Assigned task » Filter the material below down to the lines with the word "nodes" and give those lines.

Supplied data »
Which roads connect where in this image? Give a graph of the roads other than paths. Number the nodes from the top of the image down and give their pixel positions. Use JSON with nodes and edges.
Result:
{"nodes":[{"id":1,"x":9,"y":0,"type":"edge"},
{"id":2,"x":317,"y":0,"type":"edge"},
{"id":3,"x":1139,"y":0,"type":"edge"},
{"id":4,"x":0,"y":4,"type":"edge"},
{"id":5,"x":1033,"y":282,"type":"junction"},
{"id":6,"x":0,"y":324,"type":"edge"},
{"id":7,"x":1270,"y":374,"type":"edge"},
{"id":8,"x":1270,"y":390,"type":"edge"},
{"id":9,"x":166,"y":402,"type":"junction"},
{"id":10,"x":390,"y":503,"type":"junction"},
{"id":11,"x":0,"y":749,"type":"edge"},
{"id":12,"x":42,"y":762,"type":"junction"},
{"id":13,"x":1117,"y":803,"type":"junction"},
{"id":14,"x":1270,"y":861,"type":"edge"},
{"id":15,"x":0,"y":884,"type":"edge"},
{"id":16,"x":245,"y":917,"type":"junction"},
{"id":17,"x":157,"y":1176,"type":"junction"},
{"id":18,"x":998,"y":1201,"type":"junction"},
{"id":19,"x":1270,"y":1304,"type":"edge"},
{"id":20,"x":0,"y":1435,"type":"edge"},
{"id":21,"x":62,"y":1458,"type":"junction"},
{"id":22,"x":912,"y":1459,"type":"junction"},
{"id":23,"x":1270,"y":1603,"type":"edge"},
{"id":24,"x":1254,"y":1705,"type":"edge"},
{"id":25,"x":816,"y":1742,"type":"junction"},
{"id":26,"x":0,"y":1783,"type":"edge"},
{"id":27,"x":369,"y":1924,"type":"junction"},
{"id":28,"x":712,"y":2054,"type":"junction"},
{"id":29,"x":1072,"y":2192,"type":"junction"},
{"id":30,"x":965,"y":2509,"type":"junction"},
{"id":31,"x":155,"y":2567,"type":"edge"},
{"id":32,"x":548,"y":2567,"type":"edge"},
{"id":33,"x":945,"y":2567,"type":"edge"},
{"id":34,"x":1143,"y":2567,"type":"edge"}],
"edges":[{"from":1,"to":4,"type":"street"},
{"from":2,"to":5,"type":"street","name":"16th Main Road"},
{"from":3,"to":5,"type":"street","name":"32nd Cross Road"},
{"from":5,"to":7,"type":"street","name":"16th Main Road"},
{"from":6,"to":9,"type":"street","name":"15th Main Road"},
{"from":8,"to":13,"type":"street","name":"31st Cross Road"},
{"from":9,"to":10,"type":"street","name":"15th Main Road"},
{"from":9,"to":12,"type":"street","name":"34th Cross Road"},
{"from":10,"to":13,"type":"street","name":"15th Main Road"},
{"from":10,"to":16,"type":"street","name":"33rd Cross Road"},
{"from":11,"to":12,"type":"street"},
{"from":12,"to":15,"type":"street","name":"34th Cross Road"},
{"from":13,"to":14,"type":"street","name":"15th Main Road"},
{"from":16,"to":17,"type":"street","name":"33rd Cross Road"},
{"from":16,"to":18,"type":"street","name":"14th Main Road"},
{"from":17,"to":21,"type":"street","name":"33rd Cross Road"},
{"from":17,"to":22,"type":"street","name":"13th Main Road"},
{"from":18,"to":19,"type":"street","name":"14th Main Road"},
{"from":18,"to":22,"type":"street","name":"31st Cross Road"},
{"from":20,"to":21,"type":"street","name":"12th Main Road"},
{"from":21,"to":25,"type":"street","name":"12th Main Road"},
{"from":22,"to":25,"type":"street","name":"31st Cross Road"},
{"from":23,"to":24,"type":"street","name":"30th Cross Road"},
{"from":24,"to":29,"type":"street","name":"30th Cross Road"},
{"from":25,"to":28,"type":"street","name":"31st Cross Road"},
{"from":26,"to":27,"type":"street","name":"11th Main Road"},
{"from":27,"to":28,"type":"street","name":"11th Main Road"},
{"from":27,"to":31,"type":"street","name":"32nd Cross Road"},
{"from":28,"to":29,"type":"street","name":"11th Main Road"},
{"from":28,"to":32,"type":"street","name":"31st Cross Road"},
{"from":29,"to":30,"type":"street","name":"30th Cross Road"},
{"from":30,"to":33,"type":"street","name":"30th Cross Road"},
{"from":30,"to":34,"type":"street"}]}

Written answer »
Which roads connect where in this image? Give a graph of the roads other than paths. Number the nodes from the top of the image down and give their pixel positions. Use JSON with nodes and edges.
{"nodes":[{"id":1,"x":9,"y":0,"type":"edge"},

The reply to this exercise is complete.